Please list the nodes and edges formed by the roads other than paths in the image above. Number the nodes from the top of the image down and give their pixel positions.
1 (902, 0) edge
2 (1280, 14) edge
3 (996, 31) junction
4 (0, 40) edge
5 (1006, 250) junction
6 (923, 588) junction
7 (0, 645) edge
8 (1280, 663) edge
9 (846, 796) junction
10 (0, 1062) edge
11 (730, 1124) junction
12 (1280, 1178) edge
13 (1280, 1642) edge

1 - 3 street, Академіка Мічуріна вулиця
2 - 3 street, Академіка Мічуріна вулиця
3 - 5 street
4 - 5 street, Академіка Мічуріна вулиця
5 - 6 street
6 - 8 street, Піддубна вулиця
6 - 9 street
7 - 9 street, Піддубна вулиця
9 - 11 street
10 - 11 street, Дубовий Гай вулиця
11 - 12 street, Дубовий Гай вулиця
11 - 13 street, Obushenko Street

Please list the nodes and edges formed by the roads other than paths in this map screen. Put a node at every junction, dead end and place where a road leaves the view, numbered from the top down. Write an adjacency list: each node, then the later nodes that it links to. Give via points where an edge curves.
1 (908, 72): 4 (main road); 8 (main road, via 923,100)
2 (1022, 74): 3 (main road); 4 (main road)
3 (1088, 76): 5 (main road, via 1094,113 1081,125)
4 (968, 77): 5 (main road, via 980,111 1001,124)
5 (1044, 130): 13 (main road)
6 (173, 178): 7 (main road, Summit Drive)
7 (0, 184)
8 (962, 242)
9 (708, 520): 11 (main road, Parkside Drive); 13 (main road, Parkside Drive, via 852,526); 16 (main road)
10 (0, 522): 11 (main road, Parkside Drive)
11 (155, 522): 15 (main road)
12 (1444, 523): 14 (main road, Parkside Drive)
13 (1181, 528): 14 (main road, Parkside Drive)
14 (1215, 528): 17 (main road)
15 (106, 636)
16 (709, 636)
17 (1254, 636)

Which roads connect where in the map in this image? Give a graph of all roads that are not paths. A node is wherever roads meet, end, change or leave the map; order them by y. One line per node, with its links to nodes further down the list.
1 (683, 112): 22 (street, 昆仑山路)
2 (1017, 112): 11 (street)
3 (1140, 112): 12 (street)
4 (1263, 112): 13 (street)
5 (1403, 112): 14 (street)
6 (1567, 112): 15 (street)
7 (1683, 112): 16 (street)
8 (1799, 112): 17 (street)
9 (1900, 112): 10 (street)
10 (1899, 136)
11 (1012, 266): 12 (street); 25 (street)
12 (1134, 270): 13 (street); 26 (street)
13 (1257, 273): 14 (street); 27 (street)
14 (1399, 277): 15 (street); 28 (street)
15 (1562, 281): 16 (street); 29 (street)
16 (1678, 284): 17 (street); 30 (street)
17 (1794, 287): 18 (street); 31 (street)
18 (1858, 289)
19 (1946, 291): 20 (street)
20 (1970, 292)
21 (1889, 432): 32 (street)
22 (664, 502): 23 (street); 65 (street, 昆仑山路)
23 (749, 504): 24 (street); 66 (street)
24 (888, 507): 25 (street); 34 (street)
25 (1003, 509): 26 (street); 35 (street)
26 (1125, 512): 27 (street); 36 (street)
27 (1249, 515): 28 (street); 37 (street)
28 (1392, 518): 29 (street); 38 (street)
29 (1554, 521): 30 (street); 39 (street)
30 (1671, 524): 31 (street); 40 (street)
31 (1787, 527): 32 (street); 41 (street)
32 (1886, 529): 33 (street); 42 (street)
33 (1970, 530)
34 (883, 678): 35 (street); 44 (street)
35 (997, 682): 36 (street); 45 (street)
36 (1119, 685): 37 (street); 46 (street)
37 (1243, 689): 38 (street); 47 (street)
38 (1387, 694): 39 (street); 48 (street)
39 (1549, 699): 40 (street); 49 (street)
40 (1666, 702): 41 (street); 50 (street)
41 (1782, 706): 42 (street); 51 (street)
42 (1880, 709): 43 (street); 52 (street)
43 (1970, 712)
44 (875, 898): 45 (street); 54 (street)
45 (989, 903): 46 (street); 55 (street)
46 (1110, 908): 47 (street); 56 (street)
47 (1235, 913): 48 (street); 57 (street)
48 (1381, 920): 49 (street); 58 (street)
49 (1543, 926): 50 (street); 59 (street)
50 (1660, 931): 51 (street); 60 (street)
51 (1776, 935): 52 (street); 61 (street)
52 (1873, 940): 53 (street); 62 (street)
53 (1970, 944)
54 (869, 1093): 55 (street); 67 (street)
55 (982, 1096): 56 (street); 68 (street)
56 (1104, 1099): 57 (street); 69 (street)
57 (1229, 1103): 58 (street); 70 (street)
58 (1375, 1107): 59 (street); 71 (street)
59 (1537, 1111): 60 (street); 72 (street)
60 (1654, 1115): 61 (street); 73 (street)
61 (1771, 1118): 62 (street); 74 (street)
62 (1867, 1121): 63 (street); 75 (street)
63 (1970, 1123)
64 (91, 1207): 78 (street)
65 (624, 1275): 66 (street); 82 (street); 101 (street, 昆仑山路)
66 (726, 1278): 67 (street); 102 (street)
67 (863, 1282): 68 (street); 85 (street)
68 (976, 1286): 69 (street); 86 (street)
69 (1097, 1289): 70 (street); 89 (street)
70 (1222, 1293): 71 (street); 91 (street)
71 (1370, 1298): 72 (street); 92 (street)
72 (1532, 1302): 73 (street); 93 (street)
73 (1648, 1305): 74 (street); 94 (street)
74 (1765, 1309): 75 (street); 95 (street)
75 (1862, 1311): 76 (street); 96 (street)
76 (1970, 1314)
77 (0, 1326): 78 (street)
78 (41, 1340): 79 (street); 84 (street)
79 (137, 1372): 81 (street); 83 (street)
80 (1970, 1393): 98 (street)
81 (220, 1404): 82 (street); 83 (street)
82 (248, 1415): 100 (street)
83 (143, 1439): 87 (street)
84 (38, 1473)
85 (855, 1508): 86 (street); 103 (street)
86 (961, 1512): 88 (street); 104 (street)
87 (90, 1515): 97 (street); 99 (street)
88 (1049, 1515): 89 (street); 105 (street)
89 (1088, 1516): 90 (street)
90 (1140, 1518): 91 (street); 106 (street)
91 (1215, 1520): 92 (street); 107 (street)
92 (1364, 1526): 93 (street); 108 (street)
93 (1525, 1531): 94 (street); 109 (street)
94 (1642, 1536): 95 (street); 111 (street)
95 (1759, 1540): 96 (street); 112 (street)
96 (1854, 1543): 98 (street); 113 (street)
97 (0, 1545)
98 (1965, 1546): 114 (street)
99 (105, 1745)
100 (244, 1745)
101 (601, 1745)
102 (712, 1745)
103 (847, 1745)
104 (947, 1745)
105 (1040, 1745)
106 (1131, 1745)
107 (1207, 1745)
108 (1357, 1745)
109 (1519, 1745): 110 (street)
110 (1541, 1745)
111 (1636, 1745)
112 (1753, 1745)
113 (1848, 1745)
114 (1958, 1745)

☆ ☆ ☆ ☆

• PROMPT:
Once you have read the records above, write them all out exactly.

• SOLUTION FOR THIS PROBLEM:
Please list the nodes and edges formed by the roads other than paths in the image above. Number the nodes from the top of the image down and give their pixel positions.
1 (902, 0) edge
2 (1280, 14) edge
3 (996, 31) junction
4 (0, 40) edge
5 (1006, 250) junction
6 (923, 588) junction
7 (0, 645) edge
8 (1280, 663) edge
9 (846, 796) junction
10 (0, 1062) edge
11 (730, 1124) junction
12 (1280, 1178) edge
13 (1280, 1642) edge

1 - 3 street, Академіка Мічуріна вулиця
2 - 3 street, Академіка Мічуріна вулиця
3 - 5 street
4 - 5 street, Академіка Мічуріна вулиця
5 - 6 street
6 - 8 street, Піддубна вулиця
6 - 9 street
7 - 9 street, Піддубна вулиця
9 - 11 street
10 - 11 street, Дубовий Гай вулиця
11 - 12 street, Дубовий Гай вулиця
11 - 13 street, Obushenko Street

Please list the nodes and edges formed by the roads other than paths in this map screen. Put a node at every junction, dead end and place where a road leaves the view, numbered from the top down. Write an adjacency list: each node, then the later nodes that it links to. Give via points where an edge curves.
1 (908, 72): 4 (main road); 8 (main road, via 923,100)
2 (1022, 74): 3 (main road); 4 (main road)
3 (1088, 76): 5 (main road, via 1094,113 1081,125)
4 (968, 77): 5 (main road, via 980,111 1001,124)
5 (1044, 130): 13 (main road)
6 (173, 178): 7 (main road, Summit Drive)
7 (0, 184)
8 (962, 242)
9 (708, 520): 11 (main road, Parkside Drive); 13 (main road, Parkside Drive, via 852,526); 16 (main road)
10 (0, 522): 11 (main road, Parkside Drive)
11 (155, 522): 15 (main road)
12 (1444, 523): 14 (main road, Parkside Drive)
13 (1181, 528): 14 (main road, Parkside Drive)
14 (1215, 528): 17 (main road)
15 (106, 636)
16 (709, 636)
17 (1254, 636)

Which roads connect where in the map in this image? Give a graph of all roads that are not paths. A node is wherever roads meet, end, change or leave the map; order them by y. One line per node, with its links to nodes further down the list.
1 (683, 112): 22 (street, 昆仑山路)
2 (1017, 112): 11 (street)
3 (1140, 112): 12 (street)
4 (1263, 112): 13 (street)
5 (1403, 112): 14 (street)
6 (1567, 112): 15 (street)
7 (1683, 112): 16 (street)
8 (1799, 112): 17 (street)
9 (1900, 112): 10 (street)
10 (1899, 136)
11 (1012, 266): 12 (street); 25 (street)
12 (1134, 270): 13 (street); 26 (street)
13 (1257, 273): 14 (street); 27 (street)
14 (1399, 277): 15 (street); 28 (street)
15 (1562, 281): 16 (street); 29 (street)
16 (1678, 284): 17 (street); 30 (street)
17 (1794, 287): 18 (street); 31 (street)
18 (1858, 289)
19 (1946, 291): 20 (street)
20 (1970, 292)
21 (1889, 432): 32 (street)
22 (664, 502): 23 (street); 65 (street, 昆仑山路)
23 (749, 504): 24 (street); 66 (street)
24 (888, 507): 25 (street); 34 (street)
25 (1003, 509): 26 (street); 35 (street)
26 (1125, 512): 27 (street); 36 (street)
27 (1249, 515): 28 (street); 37 (street)
28 (1392, 518): 29 (street); 38 (street)
29 (1554, 521): 30 (street); 39 (street)
30 (1671, 524): 31 (street); 40 (street)
31 (1787, 527): 32 (street); 41 (street)
32 (1886, 529): 33 (street); 42 (street)
33 (1970, 530)
34 (883, 678): 35 (street); 44 (street)
35 (997, 682): 36 (street); 45 (street)
36 (1119, 685): 37 (street); 46 (street)
37 (1243, 689): 38 (street); 47 (street)
38 (1387, 694): 39 (street); 48 (street)
39 (1549, 699): 40 (street); 49 (street)
40 (1666, 702): 41 (street); 50 (street)
41 (1782, 706): 42 (street); 51 (street)
42 (1880, 709): 43 (street); 52 (street)
43 (1970, 712)
44 (875, 898): 45 (street); 54 (street)
45 (989, 903): 46 (street); 55 (street)
46 (1110, 908): 47 (street); 56 (street)
47 (1235, 913): 48 (street); 57 (street)
48 (1381, 920): 49 (street); 58 (street)
49 (1543, 926): 50 (street); 59 (street)
50 (1660, 931): 51 (street); 60 (street)
51 (1776, 935): 52 (street); 61 (street)
52 (1873, 940): 53 (street); 62 (street)
53 (1970, 944)
54 (869, 1093): 55 (street); 67 (street)
55 (982, 1096): 56 (street); 68 (street)
56 (1104, 1099): 57 (street); 69 (street)
57 (1229, 1103): 58 (street); 70 (street)
58 (1375, 1107): 59 (street); 71 (street)
59 (1537, 1111): 60 (street); 72 (street)
60 (1654, 1115): 61 (street); 73 (street)
61 (1771, 1118): 62 (street); 74 (street)
62 (1867, 1121): 63 (street); 75 (street)
63 (1970, 1123)
64 (91, 1207): 78 (street)
65 (624, 1275): 66 (street); 82 (street); 101 (street, 昆仑山路)
66 (726, 1278): 67 (street); 102 (street)
67 (863, 1282): 68 (street); 85 (street)
68 (976, 1286): 69 (street); 86 (street)
69 (1097, 1289): 70 (street); 89 (street)
70 (1222, 1293): 71 (street); 91 (street)
71 (1370, 1298): 72 (street); 92 (street)
72 (1532, 1302): 73 (street); 93 (street)
73 (1648, 1305): 74 (street); 94 (street)
74 (1765, 1309): 75 (street); 95 (street)
75 (1862, 1311): 76 (street); 96 (street)
76 (1970, 1314)
77 (0, 1326): 78 (street)
78 (41, 1340): 79 (street); 84 (street)
79 (137, 1372): 81 (street); 83 (street)
80 (1970, 1393): 98 (street)
81 (220, 1404): 82 (street); 83 (street)
82 (248, 1415): 100 (street)
83 (143, 1439): 87 (street)
84 (38, 1473)
85 (855, 1508): 86 (street); 103 (street)
86 (961, 1512): 88 (street); 104 (street)
87 (90, 1515): 97 (street); 99 (street)
88 (1049, 1515): 89 (street); 105 (street)
89 (1088, 1516): 90 (street)
90 (1140, 1518): 91 (street); 106 (street)
91 (1215, 1520): 92 (street); 107 (street)
92 (1364, 1526): 93 (street); 108 (street)
93 (1525, 1531): 94 (street); 109 (street)
94 (1642, 1536): 95 (street); 111 (street)
95 (1759, 1540): 96 (street); 112 (street)
96 (1854, 1543): 98 (street); 113 (street)
97 (0, 1545)
98 (1965, 1546): 114 (street)
99 (105, 1745)
100 (244, 1745)
101 (601, 1745)
102 (712, 1745)
103 (847, 1745)
104 (947, 1745)
105 (1040, 1745)
106 (1131, 1745)
107 (1207, 1745)
108 (1357, 1745)
109 (1519, 1745): 110 (street)
110 (1541, 1745)
111 (1636, 1745)
112 (1753, 1745)
113 (1848, 1745)
114 (1958, 1745)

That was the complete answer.